Kinetics of chemical vapor deposition (CVD) of silicon-rich tungsten silicide films from WF6/Si2H6 mixtures was investigated as a function of the configuration of a hot-wall tubular reactor. The step coverage within micron-sized trenches was analyzed to determine the overall sticking probability, which is the ratio between the film-forming species deposited on a surface and the flux of that species to the surface. The overall sticking probability was found in the range 0.01-0.30 as the deposition temperature was varied from 120 to 360°C. The activation energy was 25 kJ/mol. These sticking probabilities were lower than those for CVD of tungsten silicide film from WF6/SiH4 mixtures, which yielded better step-coverage profiles. The extinction temperature, Tex, below which no deposition was observed, ranged from 70 < Tex < 80°C. Tex = 70°C corresponded to an inner reactor diameter, d, of 22 mm, and Tex = 80°C corresponded to d = 11 mm. The dependence of Tex on d strongly suggests that radical chain reactions are involved in the CVD process. The reaction producing active intermediate species occurs in the gas phase and these active species are consumed on the surface of the reactor wall.

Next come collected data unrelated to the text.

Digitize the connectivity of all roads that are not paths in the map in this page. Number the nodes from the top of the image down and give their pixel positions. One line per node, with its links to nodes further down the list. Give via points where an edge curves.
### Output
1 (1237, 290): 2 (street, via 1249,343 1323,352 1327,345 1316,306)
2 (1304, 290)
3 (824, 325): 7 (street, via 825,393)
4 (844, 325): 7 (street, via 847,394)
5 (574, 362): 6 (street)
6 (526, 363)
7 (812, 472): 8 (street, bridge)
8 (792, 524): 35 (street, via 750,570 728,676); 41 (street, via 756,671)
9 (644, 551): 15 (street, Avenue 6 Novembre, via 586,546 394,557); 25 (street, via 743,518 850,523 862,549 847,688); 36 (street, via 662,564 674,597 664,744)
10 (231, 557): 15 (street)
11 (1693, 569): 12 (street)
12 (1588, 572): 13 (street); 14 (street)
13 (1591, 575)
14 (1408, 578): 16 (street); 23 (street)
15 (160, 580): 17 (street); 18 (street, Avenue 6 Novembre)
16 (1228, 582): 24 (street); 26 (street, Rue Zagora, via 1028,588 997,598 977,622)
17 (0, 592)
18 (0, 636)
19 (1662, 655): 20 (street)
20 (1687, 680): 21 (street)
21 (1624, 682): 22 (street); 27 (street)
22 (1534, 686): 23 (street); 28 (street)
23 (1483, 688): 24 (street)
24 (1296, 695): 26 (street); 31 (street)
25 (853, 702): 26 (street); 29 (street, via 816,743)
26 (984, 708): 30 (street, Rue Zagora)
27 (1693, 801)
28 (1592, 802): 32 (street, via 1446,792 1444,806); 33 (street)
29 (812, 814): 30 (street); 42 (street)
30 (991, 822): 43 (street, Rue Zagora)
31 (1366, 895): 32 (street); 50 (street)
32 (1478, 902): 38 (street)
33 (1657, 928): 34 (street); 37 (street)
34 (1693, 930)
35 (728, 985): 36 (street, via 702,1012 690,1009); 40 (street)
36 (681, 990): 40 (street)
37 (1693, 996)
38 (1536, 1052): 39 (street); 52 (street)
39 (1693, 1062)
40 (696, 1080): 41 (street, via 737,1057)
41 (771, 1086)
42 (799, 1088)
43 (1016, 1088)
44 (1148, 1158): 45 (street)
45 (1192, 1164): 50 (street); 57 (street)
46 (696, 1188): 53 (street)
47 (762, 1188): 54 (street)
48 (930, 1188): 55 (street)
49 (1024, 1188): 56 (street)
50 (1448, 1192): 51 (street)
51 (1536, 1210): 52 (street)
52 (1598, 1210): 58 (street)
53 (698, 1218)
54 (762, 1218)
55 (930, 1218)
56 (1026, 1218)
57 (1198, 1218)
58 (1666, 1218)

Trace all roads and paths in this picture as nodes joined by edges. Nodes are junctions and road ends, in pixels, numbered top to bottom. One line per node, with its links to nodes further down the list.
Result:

Therefore, the volume to surface ratio of the reactor may be the key factor to control Tex, and an increase in d leads to a decrease in Tex. For Tex = 80°C, pre-heating of the gas phase can be used to induce the chain reaction and increase the silicon content in the tungsten silicide films.
|Journal||International Journal of Chemical Reactor Engineering|
|Publication status||Published - 2012|
- Chemical vapor deposition
- Radical chain reactions
- Reaction kinetics
ASJC Scopus subject areas
- Chemical Engineering(all)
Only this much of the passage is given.